Records from a data source
= = =
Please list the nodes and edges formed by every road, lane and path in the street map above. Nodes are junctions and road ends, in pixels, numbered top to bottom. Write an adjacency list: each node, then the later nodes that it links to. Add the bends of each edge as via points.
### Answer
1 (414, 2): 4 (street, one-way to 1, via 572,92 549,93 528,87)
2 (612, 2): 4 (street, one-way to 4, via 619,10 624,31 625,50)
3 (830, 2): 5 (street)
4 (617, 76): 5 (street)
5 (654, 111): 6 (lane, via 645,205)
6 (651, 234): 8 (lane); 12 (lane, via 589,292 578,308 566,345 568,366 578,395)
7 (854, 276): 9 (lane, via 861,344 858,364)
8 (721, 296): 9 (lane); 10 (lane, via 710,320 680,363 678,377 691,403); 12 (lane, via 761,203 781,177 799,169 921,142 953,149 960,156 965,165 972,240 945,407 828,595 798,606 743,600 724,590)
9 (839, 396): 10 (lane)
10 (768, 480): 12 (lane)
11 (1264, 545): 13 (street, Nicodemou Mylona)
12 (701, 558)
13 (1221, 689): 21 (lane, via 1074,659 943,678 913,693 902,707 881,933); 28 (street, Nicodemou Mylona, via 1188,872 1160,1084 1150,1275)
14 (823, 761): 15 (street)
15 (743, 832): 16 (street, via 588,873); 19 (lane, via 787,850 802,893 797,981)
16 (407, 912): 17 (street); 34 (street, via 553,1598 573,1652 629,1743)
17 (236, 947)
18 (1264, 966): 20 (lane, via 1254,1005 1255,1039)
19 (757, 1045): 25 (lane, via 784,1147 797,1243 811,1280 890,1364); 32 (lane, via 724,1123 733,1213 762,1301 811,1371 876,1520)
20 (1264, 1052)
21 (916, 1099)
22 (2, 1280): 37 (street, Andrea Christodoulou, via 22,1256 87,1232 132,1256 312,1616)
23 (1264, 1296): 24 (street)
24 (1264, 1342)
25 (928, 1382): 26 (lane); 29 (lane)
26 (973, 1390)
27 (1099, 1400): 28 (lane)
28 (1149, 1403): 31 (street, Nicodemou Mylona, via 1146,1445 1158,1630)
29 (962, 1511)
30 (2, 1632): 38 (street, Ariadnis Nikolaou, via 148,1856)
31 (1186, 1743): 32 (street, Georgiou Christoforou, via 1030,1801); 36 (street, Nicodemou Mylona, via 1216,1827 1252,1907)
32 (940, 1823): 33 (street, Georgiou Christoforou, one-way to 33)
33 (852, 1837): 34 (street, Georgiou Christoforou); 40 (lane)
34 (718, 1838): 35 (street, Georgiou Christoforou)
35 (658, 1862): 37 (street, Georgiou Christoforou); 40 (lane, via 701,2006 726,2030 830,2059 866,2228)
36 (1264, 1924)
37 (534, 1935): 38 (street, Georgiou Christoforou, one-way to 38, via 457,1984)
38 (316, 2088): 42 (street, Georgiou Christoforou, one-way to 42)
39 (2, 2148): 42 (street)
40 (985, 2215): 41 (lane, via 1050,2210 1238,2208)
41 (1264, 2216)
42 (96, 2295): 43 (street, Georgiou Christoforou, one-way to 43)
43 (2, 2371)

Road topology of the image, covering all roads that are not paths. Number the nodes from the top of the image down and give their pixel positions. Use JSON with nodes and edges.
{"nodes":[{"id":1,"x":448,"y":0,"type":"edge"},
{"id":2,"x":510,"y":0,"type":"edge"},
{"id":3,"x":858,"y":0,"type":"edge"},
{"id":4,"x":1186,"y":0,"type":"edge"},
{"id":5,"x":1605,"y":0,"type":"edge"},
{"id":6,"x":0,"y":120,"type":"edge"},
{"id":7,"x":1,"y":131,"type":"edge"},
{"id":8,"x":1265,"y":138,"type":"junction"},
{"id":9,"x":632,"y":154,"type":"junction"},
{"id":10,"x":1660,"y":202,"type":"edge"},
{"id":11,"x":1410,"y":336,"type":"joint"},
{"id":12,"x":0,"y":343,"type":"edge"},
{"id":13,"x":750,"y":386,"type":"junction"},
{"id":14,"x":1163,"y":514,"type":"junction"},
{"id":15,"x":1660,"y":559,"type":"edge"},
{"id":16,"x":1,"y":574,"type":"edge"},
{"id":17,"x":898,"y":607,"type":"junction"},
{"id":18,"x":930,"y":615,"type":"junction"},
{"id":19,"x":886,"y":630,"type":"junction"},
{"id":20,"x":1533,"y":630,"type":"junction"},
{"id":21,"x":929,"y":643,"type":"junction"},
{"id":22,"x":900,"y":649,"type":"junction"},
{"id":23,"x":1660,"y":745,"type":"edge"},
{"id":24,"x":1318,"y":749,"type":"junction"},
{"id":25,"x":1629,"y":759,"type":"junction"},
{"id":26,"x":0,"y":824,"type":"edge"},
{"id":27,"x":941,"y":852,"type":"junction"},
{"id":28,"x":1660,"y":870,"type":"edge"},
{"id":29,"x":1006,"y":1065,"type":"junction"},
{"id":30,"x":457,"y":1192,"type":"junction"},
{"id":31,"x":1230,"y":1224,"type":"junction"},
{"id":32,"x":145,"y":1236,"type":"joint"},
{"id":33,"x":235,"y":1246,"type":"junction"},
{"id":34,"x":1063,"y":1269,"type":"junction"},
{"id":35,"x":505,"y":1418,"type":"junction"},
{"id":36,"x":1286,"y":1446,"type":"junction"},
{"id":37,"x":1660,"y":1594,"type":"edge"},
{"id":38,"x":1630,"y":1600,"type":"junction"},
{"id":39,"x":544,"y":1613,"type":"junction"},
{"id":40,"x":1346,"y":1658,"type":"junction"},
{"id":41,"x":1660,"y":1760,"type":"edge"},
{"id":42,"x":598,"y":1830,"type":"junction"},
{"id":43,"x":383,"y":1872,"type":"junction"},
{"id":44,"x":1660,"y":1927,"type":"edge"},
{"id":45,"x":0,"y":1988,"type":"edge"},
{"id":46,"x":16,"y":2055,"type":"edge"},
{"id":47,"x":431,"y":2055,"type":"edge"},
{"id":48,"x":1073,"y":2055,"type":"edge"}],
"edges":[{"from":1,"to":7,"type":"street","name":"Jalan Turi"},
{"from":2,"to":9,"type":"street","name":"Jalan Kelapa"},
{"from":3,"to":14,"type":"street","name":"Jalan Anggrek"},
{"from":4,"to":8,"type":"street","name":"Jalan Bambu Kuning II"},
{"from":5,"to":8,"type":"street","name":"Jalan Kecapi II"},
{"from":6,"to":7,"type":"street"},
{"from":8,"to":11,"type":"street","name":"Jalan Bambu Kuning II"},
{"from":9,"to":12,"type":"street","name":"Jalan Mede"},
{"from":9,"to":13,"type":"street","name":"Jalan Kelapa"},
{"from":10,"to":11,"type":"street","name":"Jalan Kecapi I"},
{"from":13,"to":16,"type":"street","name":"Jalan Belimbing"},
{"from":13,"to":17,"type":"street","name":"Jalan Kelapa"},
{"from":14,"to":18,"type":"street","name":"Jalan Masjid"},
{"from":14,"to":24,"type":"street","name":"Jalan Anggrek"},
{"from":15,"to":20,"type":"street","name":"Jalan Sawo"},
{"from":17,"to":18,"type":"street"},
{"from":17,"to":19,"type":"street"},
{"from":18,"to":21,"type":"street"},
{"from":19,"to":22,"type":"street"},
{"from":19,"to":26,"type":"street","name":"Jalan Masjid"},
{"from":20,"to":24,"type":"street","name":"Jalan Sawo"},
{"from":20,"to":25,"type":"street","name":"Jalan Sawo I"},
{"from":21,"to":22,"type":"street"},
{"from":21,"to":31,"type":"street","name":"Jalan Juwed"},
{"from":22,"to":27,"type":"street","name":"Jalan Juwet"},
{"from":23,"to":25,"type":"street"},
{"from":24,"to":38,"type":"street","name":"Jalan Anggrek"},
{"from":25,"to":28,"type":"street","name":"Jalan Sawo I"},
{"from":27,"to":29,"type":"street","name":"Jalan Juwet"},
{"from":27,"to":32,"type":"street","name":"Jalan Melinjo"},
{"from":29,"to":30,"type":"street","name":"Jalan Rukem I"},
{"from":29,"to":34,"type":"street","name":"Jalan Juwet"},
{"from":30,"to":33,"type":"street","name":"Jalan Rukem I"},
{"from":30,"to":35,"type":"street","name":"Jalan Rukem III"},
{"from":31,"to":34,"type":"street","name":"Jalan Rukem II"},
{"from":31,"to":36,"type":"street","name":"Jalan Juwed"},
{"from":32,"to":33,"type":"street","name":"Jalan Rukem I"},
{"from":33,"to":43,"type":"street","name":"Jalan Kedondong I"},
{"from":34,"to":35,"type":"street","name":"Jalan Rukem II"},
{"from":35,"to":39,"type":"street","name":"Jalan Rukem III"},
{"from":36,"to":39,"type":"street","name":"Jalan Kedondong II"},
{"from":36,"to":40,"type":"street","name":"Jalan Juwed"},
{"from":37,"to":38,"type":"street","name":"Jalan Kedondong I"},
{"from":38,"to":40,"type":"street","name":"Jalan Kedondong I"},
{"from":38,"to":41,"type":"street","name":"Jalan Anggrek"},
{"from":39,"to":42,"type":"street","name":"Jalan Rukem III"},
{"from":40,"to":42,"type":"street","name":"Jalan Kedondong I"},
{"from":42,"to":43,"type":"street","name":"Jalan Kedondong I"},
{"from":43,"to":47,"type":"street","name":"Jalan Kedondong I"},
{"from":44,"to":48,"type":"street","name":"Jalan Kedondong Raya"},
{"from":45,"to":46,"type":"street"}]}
= = =
> [To do]
If a line of the records above holds the string "Bambu", count it; then state only how many such lines there are.

> [Answer area]
2